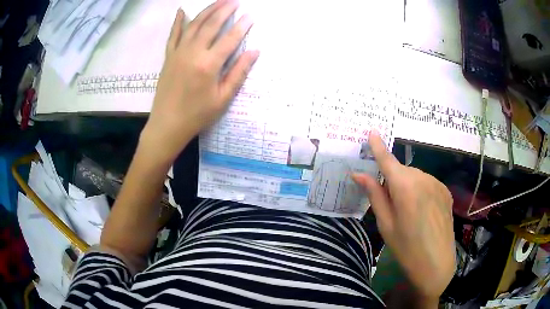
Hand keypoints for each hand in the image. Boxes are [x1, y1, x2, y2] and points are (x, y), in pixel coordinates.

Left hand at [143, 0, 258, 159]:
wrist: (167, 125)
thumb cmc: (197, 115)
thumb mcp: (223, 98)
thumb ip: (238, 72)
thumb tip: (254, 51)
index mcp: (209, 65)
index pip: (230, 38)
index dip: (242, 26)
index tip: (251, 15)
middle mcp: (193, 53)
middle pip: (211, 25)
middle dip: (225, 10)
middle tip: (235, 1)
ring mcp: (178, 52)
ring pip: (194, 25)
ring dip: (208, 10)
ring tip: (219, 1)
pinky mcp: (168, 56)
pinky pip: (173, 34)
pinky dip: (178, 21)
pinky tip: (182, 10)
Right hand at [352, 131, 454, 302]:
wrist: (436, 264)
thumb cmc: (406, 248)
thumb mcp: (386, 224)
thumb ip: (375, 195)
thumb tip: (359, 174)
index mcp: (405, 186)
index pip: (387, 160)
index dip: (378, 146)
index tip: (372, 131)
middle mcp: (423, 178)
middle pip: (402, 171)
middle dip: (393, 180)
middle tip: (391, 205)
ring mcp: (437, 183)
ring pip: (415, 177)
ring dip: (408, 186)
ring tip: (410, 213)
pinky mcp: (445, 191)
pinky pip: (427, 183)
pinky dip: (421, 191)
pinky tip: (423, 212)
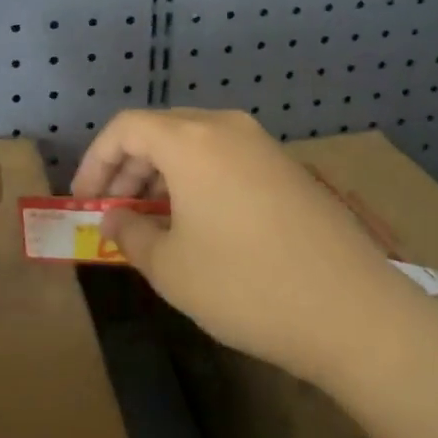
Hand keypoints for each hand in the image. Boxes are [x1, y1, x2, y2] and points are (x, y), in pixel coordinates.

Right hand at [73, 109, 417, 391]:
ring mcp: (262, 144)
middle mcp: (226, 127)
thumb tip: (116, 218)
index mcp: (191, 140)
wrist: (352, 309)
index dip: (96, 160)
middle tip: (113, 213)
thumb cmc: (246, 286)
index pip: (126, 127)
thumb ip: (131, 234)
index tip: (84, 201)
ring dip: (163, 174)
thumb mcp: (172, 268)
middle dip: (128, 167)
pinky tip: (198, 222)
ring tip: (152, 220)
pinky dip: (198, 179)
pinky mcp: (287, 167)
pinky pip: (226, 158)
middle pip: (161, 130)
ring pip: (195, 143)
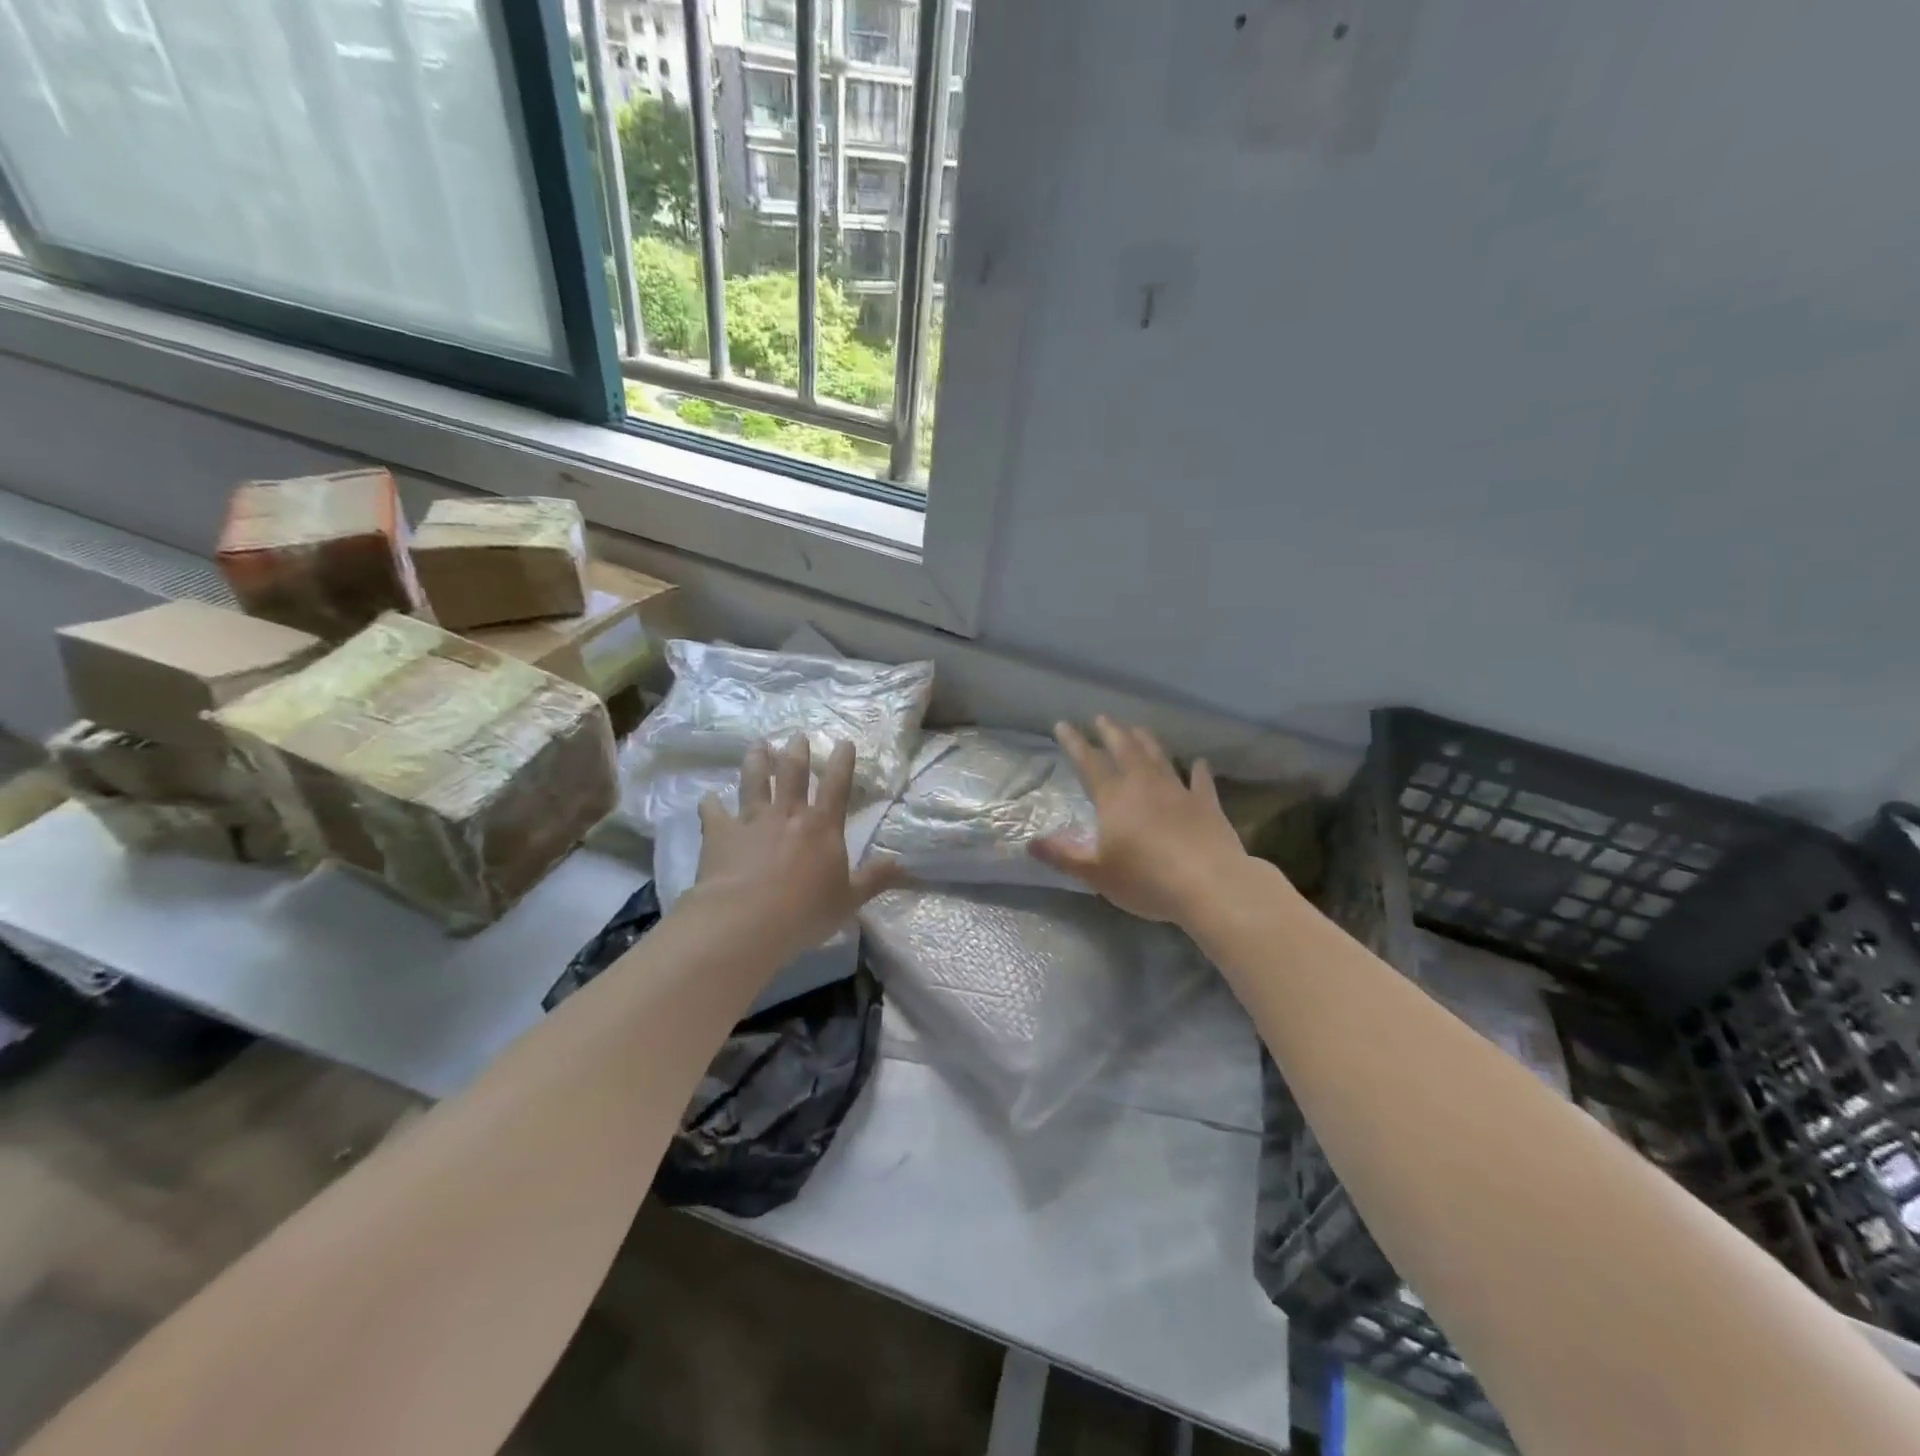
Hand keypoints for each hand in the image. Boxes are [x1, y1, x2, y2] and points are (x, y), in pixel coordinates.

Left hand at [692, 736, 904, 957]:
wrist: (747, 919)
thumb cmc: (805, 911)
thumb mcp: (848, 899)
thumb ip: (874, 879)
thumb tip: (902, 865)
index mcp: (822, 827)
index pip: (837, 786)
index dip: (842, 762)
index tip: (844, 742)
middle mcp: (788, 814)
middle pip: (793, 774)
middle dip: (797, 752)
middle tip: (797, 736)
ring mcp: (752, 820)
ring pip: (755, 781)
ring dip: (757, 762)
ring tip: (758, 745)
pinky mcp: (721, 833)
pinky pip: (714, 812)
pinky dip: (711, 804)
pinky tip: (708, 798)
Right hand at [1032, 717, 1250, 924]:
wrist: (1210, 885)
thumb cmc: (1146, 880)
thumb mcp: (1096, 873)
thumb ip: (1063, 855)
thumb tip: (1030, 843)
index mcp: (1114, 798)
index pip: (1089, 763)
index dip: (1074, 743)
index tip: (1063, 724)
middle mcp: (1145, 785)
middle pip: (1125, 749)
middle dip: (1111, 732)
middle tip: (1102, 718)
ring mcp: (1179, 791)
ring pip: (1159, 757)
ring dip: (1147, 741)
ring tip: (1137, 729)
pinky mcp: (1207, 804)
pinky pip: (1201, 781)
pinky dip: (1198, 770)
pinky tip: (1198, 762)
* * * * * * * * *
Repeat only the tail of the entries, exactly: the line containing "ring pip: (1159, 757)" and every line after it, to the end.

Reply to the task:
ring pip: (1159, 757)
ring dip: (1147, 741)
ring tip: (1137, 729)
pinky mcp: (1207, 804)
pinky pip: (1201, 781)
pinky dip: (1198, 770)
pinky tip: (1198, 762)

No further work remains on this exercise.